Reed, a doula for the last four years, said that there has been a “surge” of black birth workers, too, in the community doing great but “sacrificial work.”
“We’ve talked to women in our community and they … don’t feel heard or listened to,” Reed said adding that they will feel like they don’t have a voice to express their birthing desires, unclear on things, or complain about issues to no avail. “We discovered that is why Black women and babies are dying,” Reed said.
Reed said that for one in six Black babies are dying in the state in comparison to one in 10 babies overall, which she described as an “alarming number.”
Other startling statistics she said include maternal death rates with Black women statewide accounting for over 26 percent; Hispanic women account for 10 percent and other races of women account for 12 percent.
She added that over the years health professionals are trying to figure out why.

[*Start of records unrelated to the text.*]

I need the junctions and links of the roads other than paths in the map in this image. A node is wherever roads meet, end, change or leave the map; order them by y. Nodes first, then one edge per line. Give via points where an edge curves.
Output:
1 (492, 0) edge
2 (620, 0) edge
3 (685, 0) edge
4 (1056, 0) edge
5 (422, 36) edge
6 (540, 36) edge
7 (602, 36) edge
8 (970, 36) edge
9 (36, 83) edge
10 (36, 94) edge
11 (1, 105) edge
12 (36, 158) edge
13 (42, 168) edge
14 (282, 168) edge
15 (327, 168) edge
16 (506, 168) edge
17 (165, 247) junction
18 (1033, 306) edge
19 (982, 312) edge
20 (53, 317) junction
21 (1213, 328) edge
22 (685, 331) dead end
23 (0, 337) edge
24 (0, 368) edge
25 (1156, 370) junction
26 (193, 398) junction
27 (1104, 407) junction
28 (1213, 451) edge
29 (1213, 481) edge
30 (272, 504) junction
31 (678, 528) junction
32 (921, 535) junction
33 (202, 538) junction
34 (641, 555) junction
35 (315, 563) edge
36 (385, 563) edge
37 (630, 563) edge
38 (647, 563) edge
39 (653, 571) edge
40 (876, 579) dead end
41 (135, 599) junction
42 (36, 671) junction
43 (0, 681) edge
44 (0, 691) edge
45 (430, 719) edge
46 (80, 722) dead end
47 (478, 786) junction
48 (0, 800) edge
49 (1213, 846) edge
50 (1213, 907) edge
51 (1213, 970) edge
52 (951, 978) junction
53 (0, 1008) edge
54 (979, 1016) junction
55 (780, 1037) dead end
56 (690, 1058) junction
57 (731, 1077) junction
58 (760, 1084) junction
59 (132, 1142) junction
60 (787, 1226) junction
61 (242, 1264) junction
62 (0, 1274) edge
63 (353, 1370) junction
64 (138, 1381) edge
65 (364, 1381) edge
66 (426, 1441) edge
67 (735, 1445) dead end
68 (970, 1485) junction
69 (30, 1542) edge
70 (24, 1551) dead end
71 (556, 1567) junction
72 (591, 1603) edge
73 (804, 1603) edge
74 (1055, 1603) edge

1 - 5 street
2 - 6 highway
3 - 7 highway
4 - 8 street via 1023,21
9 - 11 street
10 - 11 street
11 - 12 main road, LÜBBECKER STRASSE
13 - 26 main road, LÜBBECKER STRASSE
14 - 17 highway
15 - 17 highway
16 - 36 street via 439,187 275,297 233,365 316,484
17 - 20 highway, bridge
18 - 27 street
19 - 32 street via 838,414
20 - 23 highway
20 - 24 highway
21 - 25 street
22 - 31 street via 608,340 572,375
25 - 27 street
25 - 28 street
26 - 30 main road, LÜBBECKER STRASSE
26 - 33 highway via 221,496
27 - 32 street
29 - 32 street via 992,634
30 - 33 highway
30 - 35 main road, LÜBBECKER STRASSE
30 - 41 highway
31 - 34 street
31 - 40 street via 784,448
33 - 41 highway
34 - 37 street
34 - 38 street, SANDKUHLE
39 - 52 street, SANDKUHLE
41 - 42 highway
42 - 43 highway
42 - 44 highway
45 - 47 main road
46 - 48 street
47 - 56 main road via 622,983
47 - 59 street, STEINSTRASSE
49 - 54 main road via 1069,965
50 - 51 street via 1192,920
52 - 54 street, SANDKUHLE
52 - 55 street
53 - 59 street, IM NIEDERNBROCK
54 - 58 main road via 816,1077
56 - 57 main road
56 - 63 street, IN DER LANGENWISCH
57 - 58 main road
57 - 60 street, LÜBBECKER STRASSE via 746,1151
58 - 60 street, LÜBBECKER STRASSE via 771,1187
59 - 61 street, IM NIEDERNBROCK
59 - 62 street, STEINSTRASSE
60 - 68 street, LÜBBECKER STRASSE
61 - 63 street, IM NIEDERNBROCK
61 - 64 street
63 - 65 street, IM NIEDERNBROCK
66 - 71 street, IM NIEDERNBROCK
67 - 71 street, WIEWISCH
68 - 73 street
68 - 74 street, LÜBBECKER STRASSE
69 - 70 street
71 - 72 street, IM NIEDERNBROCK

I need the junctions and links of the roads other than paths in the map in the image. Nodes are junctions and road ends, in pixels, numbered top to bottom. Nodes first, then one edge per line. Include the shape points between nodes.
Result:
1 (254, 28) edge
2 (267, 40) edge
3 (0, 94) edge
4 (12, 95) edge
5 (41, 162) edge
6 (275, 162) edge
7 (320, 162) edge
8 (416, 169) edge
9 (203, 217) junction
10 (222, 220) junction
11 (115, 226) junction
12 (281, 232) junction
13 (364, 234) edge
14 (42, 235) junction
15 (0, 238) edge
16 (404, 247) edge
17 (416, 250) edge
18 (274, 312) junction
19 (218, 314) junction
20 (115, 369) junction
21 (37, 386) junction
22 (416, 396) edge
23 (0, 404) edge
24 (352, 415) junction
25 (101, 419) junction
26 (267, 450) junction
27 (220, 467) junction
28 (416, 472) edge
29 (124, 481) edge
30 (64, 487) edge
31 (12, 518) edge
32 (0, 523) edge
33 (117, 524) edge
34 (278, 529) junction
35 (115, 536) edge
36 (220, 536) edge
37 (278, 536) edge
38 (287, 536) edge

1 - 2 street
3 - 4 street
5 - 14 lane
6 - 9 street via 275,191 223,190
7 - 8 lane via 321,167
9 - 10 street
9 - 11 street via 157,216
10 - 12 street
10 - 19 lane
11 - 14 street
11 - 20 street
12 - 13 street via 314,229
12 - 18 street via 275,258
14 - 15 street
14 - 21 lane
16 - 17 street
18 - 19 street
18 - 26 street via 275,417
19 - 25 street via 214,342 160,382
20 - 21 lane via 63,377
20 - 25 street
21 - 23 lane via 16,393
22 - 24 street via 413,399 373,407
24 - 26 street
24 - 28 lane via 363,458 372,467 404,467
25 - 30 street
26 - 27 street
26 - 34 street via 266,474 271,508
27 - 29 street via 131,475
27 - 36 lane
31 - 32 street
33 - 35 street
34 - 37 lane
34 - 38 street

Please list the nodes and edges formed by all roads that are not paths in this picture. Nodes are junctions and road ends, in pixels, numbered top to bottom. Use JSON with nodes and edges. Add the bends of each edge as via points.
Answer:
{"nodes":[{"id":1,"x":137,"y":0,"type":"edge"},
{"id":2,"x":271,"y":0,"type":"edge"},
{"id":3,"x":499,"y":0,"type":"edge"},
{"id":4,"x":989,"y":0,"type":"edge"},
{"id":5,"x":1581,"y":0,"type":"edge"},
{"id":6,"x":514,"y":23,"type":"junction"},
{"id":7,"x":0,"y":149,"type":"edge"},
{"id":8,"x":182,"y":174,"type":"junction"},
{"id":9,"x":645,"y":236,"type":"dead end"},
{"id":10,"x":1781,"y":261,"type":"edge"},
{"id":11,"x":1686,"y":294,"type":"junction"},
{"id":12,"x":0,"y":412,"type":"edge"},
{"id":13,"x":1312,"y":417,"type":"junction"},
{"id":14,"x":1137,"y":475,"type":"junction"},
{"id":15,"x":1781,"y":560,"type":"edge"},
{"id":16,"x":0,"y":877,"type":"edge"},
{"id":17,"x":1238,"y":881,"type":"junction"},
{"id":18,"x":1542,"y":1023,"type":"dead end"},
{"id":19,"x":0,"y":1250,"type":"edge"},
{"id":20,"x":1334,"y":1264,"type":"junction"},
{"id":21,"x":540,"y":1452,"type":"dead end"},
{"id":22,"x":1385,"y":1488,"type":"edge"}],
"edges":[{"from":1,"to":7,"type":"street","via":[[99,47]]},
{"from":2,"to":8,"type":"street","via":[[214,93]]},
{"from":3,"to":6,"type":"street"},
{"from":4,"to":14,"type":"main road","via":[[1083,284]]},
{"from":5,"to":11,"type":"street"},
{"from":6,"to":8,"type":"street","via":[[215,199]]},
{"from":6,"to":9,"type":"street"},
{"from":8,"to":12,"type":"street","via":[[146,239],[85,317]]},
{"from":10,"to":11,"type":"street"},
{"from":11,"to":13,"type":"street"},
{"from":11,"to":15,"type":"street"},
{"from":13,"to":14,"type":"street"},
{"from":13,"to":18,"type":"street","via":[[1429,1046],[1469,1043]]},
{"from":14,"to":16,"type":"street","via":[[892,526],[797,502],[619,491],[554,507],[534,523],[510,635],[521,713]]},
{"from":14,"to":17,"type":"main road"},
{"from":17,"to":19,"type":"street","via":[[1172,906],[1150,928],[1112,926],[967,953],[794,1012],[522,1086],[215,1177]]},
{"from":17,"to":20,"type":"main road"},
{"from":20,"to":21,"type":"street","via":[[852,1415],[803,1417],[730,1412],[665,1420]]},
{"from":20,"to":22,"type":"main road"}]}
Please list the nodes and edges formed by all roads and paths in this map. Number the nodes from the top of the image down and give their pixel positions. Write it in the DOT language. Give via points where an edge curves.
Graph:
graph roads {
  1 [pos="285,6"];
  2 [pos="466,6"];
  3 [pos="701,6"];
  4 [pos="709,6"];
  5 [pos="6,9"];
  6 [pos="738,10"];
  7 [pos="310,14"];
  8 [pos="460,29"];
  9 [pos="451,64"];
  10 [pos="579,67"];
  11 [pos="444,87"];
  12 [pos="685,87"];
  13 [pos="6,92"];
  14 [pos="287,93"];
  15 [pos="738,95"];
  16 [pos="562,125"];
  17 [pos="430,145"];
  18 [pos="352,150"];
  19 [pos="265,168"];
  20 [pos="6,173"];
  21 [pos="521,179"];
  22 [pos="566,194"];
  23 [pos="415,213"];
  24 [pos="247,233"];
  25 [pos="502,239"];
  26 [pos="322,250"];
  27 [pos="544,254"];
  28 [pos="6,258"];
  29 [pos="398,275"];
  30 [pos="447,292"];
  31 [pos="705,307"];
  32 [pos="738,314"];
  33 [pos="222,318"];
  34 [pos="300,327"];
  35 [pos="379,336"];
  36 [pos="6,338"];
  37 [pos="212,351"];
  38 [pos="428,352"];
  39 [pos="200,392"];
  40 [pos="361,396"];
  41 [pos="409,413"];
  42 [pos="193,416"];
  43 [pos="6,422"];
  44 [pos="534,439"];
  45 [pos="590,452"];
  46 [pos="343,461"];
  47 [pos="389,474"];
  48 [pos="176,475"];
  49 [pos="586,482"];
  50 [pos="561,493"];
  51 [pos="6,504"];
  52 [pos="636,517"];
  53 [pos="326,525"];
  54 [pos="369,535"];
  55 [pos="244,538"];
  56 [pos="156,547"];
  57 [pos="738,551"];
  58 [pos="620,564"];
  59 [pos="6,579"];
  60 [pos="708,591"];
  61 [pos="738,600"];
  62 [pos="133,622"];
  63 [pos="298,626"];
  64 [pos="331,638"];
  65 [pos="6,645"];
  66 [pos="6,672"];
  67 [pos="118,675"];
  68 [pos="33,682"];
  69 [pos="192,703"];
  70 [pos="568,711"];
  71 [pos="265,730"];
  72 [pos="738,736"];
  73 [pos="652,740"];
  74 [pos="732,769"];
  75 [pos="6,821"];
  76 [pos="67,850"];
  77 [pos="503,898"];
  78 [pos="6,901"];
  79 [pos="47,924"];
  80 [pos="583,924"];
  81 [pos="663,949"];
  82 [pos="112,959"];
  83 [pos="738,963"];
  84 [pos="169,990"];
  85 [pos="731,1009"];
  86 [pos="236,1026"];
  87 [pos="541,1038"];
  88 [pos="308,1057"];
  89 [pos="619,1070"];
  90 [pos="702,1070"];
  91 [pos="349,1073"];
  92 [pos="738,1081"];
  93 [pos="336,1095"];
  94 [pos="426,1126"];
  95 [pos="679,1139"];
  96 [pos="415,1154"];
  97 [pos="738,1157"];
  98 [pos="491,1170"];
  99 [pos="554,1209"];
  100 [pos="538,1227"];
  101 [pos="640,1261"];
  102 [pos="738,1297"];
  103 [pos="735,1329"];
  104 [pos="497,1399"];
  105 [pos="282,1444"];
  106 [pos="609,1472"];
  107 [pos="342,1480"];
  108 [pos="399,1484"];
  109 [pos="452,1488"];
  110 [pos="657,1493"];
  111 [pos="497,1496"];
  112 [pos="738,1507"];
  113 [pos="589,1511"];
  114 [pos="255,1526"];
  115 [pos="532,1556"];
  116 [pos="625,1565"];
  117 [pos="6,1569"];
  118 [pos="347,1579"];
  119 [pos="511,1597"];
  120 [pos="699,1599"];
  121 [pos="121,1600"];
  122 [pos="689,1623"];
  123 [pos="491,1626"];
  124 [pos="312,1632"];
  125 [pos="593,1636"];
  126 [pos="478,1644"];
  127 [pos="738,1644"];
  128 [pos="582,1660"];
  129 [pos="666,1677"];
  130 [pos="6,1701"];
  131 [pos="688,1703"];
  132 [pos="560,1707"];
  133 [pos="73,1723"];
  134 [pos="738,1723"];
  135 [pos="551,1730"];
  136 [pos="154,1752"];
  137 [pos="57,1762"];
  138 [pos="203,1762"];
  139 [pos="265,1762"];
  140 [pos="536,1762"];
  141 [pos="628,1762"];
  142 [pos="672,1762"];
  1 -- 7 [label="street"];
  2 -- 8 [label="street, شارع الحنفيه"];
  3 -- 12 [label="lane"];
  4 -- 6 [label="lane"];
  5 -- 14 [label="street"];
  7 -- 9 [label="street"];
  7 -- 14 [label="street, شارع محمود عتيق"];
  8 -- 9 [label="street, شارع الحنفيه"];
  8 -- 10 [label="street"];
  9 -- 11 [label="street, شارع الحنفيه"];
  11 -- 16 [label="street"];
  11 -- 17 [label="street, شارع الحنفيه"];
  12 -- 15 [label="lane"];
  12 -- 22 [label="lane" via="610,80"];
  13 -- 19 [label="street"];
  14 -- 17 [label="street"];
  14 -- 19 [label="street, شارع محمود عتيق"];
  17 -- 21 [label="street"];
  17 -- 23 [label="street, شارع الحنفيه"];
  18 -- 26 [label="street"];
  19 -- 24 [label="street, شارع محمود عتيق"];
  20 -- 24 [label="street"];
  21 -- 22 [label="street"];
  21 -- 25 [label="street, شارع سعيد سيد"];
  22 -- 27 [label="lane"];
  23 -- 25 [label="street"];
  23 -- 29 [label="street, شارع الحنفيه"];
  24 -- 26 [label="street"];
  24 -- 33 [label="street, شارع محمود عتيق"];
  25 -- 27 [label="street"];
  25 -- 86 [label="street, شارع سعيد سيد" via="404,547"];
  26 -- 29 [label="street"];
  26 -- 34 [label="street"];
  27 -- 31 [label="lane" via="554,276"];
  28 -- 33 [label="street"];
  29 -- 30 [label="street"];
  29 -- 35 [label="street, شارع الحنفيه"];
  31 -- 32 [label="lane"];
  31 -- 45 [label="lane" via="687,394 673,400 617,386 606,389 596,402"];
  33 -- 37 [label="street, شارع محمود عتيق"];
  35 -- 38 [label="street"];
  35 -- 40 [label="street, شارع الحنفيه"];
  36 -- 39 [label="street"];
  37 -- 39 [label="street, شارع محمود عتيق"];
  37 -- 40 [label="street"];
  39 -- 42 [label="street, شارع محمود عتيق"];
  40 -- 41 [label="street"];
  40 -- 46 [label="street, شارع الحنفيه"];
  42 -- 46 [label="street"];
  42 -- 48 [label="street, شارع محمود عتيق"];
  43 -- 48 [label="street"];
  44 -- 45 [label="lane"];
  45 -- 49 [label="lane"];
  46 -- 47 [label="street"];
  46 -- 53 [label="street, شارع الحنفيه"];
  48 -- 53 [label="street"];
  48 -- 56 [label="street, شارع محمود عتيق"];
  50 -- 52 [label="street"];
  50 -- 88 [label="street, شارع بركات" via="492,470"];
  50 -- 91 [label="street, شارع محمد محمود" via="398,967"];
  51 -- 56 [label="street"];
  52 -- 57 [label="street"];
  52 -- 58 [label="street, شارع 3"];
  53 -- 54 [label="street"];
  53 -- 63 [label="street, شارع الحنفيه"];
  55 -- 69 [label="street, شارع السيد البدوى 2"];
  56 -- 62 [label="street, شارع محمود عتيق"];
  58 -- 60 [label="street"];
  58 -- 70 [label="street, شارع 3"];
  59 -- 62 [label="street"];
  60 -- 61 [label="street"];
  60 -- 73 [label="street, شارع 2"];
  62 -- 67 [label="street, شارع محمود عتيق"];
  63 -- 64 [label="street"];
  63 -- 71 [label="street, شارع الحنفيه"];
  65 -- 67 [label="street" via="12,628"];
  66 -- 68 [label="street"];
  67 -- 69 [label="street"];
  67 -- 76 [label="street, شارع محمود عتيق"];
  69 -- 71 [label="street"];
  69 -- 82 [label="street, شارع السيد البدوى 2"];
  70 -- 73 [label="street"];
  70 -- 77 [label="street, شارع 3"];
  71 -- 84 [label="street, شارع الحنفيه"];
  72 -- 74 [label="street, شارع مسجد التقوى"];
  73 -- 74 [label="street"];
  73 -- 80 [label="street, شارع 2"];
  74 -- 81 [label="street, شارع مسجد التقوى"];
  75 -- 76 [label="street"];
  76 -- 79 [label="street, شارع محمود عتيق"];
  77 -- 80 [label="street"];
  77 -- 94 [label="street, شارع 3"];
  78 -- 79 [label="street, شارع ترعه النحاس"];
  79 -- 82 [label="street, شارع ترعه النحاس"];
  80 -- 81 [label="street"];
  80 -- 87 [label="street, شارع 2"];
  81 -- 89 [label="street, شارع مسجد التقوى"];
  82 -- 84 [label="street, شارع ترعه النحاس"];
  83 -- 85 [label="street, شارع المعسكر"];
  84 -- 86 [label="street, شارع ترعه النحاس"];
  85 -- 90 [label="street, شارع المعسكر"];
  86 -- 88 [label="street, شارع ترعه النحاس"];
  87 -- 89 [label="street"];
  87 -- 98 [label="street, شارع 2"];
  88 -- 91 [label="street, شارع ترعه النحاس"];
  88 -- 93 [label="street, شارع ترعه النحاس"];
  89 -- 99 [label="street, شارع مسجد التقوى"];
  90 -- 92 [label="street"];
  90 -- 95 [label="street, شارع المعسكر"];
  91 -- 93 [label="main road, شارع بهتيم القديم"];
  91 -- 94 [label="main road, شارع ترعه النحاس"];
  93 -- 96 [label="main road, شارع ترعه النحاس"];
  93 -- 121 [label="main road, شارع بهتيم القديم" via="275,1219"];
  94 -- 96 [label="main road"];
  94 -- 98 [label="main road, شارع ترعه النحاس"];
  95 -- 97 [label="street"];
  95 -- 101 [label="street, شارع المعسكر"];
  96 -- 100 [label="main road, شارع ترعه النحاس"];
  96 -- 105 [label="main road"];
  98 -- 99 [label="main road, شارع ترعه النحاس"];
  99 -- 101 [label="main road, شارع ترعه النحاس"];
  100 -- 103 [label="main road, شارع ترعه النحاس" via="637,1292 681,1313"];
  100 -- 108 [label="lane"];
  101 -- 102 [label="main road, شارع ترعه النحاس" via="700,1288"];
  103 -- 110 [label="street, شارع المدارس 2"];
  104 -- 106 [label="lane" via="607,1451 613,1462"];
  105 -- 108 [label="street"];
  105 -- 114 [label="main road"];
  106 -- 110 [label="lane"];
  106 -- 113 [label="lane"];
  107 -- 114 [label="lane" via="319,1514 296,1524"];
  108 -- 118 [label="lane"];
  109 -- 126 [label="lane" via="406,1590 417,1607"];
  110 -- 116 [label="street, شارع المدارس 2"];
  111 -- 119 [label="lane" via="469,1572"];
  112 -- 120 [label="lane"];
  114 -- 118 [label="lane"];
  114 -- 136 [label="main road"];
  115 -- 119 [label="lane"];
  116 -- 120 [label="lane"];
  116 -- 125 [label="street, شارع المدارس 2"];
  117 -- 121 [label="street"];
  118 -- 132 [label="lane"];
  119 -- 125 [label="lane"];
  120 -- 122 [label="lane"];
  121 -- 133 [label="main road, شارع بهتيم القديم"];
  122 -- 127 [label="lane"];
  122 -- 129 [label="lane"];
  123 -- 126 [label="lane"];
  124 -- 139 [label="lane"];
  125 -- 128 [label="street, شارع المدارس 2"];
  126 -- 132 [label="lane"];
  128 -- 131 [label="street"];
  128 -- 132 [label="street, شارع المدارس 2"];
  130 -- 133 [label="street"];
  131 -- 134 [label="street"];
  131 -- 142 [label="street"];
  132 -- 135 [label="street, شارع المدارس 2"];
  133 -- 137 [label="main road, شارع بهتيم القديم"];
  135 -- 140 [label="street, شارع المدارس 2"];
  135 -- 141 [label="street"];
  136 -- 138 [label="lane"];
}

“We know why: We are not being heard, not being listened to,” she said of biases that are being taught over time. “We all naturally have biases. … Be aware and tap into what it takes to unlearn those biases, [that] is what it takes to make progress in the end.”
Brown-Spidell, who attended the virtual panel, is the executive director of Eaglets Educational Consulting Firm, LLC, and she wants to become a Maternal Infant Health Plan [MIHP] provider, which partners with private companies and provide training for the providers to go out and bring in social workers, registered nurses, lactation counselors, and others to help women who receive Medicaid. She said that after dealing with older children she wants to go on the front side of it and help mothers.
“I was empowered to have a voice,” she said adding that she hopes to help other women find their voice, too. “When I listened to today’s [town hall] it took me back [16 years ago] … that was my reality. That is real.”